Senior Security Researcher: Vulnerability Research

Forte St

What you will do

• Drive coverage-guided and differential fuzzing against browser engines, applications and binaries; design harnesses, grammars and corpora that reach deep code paths.
• Backtrace and root-cause memory-corruption bugs to their exact faulting condition: deterministic reproduction, minimisation, and a clear write-up of why the bug happens.
• Classify and build primitives from memory bugs: out-of-bounds read/write, use-after-free, type confusion, uninitialised, memory, info-leak.
• Write exploits and chain primitives into full kill chains: leak, corruption, control-flow hijack, in-process code, execution, then sandbox escape and privilege escalation.
• Reverse engineer binaries (closed-source applications, libraries, components) and analyse engine internals at the assembly level.
• Defeat modern mitigations: ASLR, DEP/W^X, CFI/CFG, stack cookies, ARM64 PAC/MTE, and engine sandboxes such as the V8 heap sandbox.
• Harden chains for reliability (deterministic heap grooming, retry and cleanup) and validate them with reverse and regression tests across builds.

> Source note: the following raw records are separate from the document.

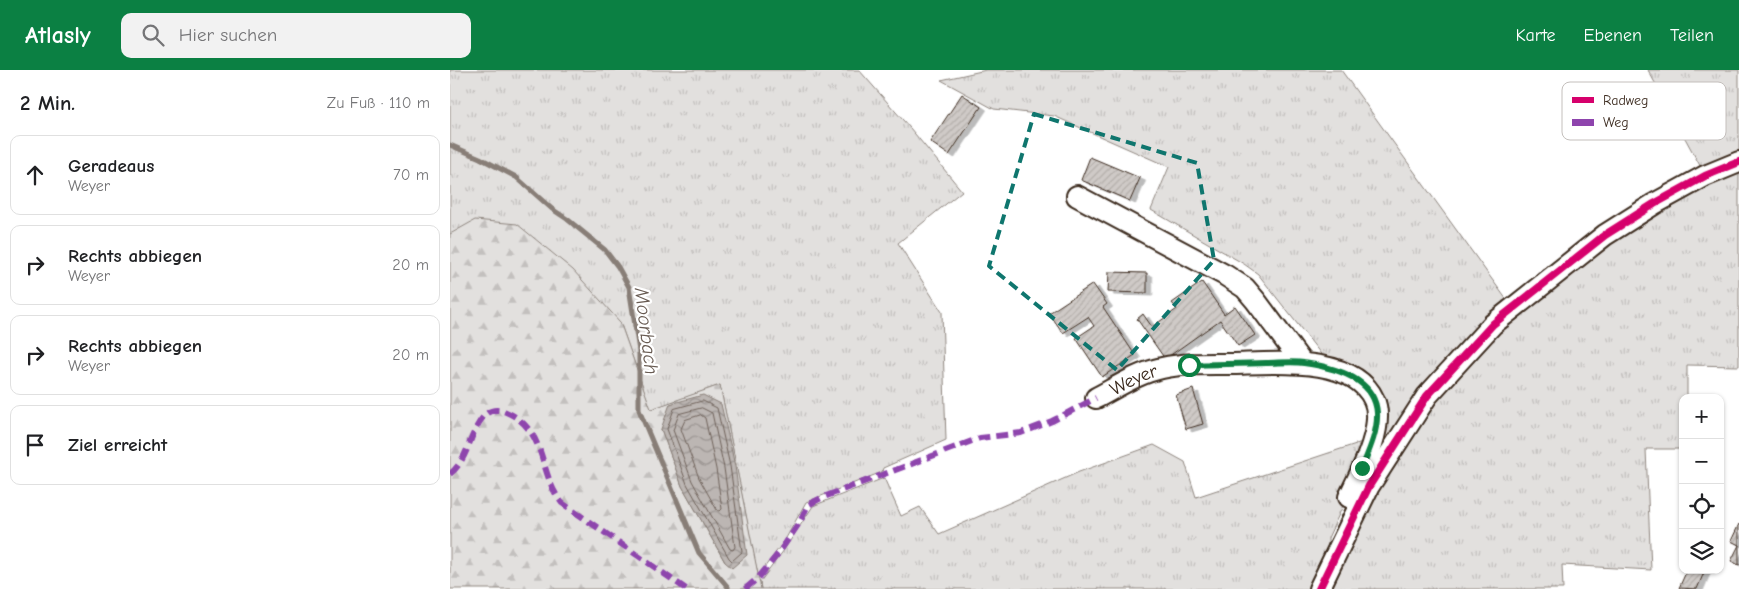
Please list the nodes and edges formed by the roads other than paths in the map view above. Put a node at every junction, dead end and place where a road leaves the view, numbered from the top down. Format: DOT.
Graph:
graph roads {
  1 [pos="1739,162"];
  2 [pos="1077,196"];
  3 [pos="1302,363"];
  4 [pos="1096,398"];
  5 [pos="1330,568"];
  6 [pos="1319,589"];
  1 -- 5 [label="street"];
  2 -- 3 [label="street"];
  3 -- 4 [label="street, Weyer"];
  3 -- 5 [label="street, Weyer"];
  5 -- 6 [label="street"];
}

• Feed every confirmed primitive and chain back into the research corpus.
• Must-have (very senior)
• Proven track record finding and exploiting memory-corruption vulnerabilities in real, modern, hardened targets (not just CTF, though CTF pedigree is welcome).

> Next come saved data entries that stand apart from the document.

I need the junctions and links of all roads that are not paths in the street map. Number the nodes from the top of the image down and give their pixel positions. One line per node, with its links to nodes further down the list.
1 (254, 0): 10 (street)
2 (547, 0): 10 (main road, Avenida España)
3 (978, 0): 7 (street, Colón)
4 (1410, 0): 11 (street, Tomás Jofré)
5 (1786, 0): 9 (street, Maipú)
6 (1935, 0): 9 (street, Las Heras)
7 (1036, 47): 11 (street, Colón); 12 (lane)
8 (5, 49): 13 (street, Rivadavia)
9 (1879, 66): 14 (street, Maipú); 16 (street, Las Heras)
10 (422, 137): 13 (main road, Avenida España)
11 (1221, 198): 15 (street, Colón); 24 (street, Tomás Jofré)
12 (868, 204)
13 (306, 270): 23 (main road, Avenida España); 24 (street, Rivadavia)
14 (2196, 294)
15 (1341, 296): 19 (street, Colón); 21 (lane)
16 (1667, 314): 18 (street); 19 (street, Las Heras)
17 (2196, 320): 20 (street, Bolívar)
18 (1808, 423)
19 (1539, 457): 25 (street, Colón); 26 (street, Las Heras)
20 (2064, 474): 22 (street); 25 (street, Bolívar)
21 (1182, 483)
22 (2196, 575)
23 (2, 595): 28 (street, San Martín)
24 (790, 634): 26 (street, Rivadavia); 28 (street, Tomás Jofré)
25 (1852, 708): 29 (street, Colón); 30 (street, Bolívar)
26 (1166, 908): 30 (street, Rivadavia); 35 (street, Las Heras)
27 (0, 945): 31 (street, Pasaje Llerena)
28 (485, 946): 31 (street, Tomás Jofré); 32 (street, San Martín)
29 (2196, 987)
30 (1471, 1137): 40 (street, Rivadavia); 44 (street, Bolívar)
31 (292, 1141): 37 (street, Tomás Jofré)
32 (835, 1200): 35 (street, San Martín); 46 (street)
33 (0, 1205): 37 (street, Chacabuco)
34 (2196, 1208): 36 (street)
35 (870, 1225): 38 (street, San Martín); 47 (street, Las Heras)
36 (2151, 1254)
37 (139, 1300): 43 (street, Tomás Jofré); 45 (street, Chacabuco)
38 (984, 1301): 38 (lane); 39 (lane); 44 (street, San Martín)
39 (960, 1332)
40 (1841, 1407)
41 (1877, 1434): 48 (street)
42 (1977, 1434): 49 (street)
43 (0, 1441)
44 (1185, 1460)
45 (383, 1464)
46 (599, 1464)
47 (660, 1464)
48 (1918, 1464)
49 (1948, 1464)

• Fluent in assembly (x86-64 and ARM64): you read and reason about disassembly comfortably.
• Strong memory-testing and debugging methodology: sanitizers (ASan/MSan/UBSan), record-and-replay (rr), gdb/lldb/WinDbg, heap analysis.

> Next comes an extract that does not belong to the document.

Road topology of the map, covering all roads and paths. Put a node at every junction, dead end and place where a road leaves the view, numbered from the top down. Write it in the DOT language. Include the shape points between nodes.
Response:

• Hands-on exploit development and chaining experience, including mitigation bypass.
• Browser internals knowledge: at least one of V8, SpiderMonkey or JavaScriptCore (JIT, garbage collector, object model), plus the surrounding IPC/sandbox.
• Binary reverse engineering for applications and libraries (IDA, Ghidra, Binary Ninja).
• C/C++ and a scripting language (Python or similar) for tooling.
• Nice to have
• Published CVEs, advisories, conference talks, or a public exploit/research portfolio.
• Mobile platform research (Android or iOS): kernel, media pipelines, messengers.
• Fuzzilli / libFuzzer / custom REPRL harness experience.
• Patch-diffing and n-day reconstruction.
• Familiarity with using LLMs to accelerate triage and first-pass exploitation.
• Who we are looking for
• A winner.
• Someone who closes hard bugs end to end, works to proof rather than to a report, and treats "it does not reproduce" as the start of the work, not the end.
• Senior enough to set the standard for everyone around you, hands-on enough to still be in the debugger every day.
• What we offer
• Work on the hardest targets, with serious compute behind you (a fuzzing fleet, not a laptop).
• A small, specialised team and direct ownership: your findings go all the way to a proven capability.
• Premium compensation for rare profiles, relocation support to the UAE, and a long-term research mission.
• Strict, documented authorization and compliance: all work is for vetted clients, on owned or authorized targets, under responsible-disclosure and export-control rules.